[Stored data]

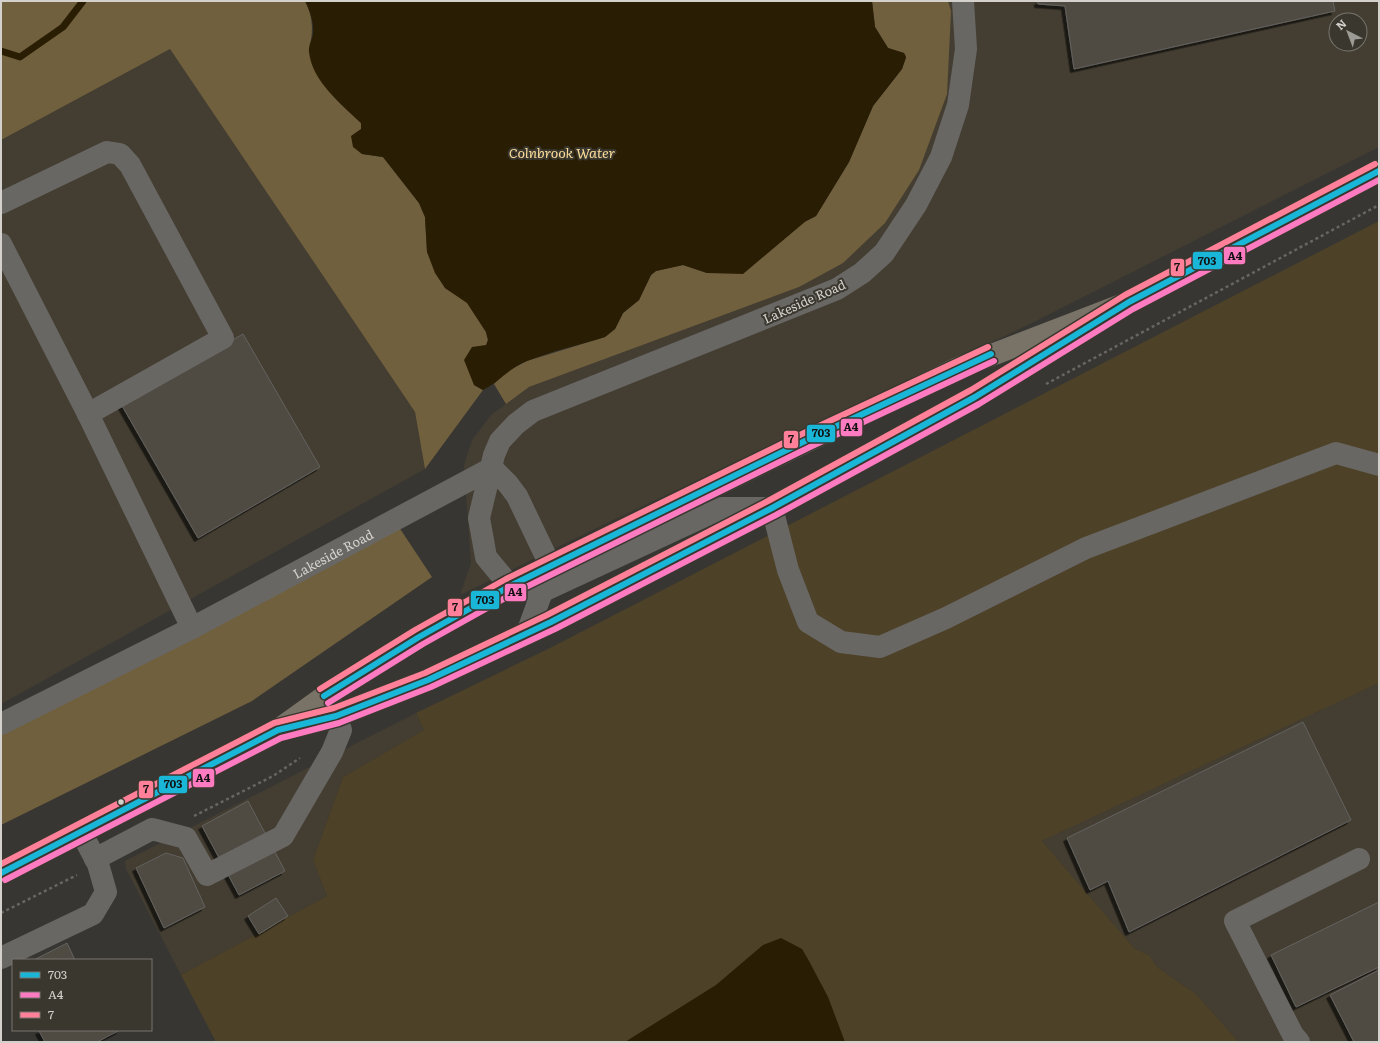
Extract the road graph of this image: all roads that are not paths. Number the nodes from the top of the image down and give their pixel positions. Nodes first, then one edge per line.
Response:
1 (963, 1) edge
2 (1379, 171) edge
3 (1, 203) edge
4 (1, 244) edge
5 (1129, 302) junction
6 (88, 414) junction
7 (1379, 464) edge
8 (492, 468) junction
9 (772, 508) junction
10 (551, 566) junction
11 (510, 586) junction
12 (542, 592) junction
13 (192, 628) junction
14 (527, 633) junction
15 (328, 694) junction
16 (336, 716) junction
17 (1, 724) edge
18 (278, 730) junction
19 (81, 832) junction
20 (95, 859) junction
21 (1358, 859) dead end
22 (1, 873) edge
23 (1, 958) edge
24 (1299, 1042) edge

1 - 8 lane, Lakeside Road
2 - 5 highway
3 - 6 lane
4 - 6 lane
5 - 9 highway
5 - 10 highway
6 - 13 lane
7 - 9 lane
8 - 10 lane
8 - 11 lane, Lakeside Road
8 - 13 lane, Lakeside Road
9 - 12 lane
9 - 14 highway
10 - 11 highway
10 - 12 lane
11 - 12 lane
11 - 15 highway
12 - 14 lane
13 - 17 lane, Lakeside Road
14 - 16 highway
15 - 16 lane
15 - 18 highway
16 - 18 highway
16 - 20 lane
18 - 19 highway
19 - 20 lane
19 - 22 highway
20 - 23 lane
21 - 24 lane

◆ EXERCISE BRIEF ◆
For each line above that carries the word "edge", copy it out.

◆ ANSWER ◆
Extract the road graph of this image: all roads that are not paths. Number the nodes from the top of the image down and give their pixel positions. Nodes first, then one edge per line.
1 (963, 1) edge
2 (1379, 171) edge
3 (1, 203) edge
4 (1, 244) edge
7 (1379, 464) edge
17 (1, 724) edge
22 (1, 873) edge
23 (1, 958) edge
24 (1299, 1042) edge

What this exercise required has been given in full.